**Description of the task:**
Repeat verbatim, and only, the lines of the data below, beginning at the line that contains "thumb ip: (761, 802)" and stopping after the line that contains "middle pip: (628, 760)".

**** Data shown ****

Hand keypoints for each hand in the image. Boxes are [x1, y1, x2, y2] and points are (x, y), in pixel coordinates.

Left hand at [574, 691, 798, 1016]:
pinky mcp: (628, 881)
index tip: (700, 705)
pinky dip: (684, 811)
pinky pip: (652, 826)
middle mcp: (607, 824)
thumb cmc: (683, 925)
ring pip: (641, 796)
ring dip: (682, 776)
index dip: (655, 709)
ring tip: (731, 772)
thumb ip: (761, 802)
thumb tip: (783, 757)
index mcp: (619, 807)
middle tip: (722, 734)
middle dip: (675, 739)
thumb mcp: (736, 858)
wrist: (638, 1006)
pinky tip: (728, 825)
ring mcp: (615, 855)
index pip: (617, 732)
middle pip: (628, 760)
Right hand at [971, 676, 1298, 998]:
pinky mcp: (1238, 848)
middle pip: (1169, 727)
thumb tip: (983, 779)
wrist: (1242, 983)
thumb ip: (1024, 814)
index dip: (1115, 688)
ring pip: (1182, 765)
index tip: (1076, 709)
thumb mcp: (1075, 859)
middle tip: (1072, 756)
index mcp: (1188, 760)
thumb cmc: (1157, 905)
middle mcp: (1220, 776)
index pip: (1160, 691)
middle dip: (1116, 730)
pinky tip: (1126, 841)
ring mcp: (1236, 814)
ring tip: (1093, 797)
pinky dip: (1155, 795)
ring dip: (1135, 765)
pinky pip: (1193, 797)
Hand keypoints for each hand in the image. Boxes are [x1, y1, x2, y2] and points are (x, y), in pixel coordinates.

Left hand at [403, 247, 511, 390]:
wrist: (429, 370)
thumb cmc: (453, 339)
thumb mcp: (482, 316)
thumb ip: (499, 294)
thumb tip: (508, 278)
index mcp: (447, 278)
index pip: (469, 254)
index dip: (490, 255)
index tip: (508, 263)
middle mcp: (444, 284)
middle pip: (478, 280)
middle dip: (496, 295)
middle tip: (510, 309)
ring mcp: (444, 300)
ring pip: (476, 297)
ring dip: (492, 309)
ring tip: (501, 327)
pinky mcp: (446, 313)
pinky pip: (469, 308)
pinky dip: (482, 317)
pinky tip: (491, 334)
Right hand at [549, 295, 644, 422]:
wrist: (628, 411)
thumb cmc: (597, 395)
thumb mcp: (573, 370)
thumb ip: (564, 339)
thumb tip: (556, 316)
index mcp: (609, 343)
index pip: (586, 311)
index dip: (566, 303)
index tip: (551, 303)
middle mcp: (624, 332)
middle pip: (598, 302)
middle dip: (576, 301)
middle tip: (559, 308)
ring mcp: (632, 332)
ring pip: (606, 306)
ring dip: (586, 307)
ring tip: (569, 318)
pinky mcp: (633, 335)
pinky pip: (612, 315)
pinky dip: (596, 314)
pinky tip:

****
**** Data shown ****

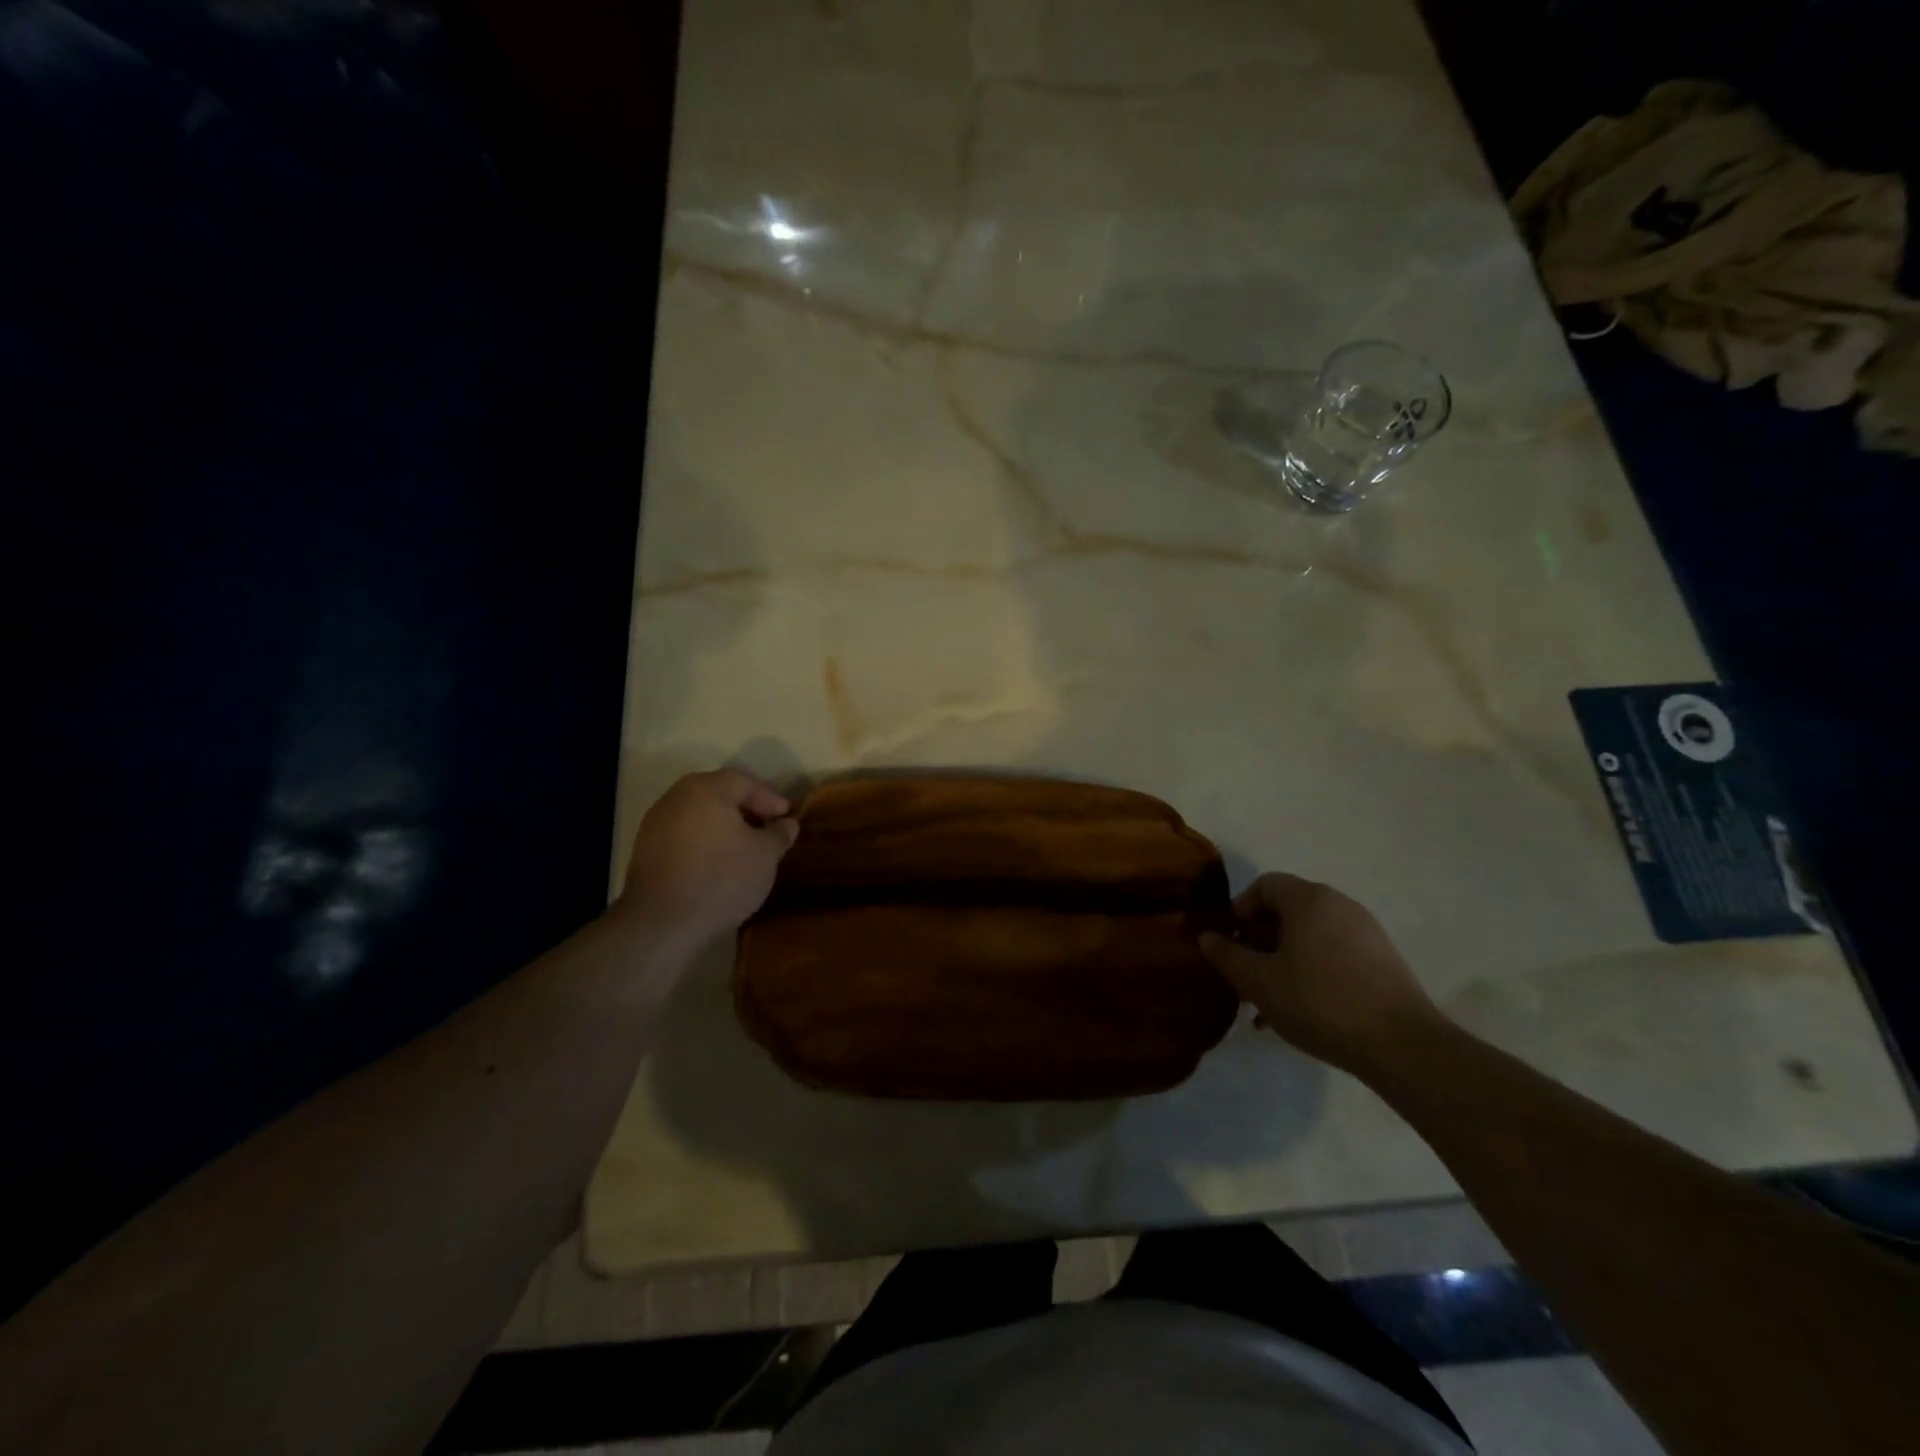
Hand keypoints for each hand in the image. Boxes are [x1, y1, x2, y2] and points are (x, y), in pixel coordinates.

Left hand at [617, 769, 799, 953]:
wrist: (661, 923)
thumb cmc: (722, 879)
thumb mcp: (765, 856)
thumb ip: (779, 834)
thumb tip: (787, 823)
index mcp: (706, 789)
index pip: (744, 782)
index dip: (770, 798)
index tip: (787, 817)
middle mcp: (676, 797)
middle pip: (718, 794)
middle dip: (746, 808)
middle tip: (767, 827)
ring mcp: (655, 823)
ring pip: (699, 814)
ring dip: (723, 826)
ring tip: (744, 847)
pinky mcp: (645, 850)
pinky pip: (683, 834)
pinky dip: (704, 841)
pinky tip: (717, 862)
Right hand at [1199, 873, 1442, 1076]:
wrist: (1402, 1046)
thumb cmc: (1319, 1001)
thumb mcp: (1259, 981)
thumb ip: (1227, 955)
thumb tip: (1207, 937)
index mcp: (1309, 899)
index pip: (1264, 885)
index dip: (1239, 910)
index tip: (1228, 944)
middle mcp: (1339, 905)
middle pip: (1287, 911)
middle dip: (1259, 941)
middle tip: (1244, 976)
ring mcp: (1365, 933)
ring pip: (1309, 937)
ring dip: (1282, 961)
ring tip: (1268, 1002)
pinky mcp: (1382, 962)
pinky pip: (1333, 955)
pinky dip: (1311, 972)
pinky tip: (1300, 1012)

****

**Written response:**
thumb ip: (761, 802)
thumb tip: (783, 757)
index mcp: (619, 807)
middle tip: (722, 734)
middle dip: (675, 739)
thumb mcp: (736, 858)
wrist: (638, 1006)
pinky tip: (728, 825)
ring mcp: (615, 855)
index pip: (617, 732)
middle pip: (628, 760)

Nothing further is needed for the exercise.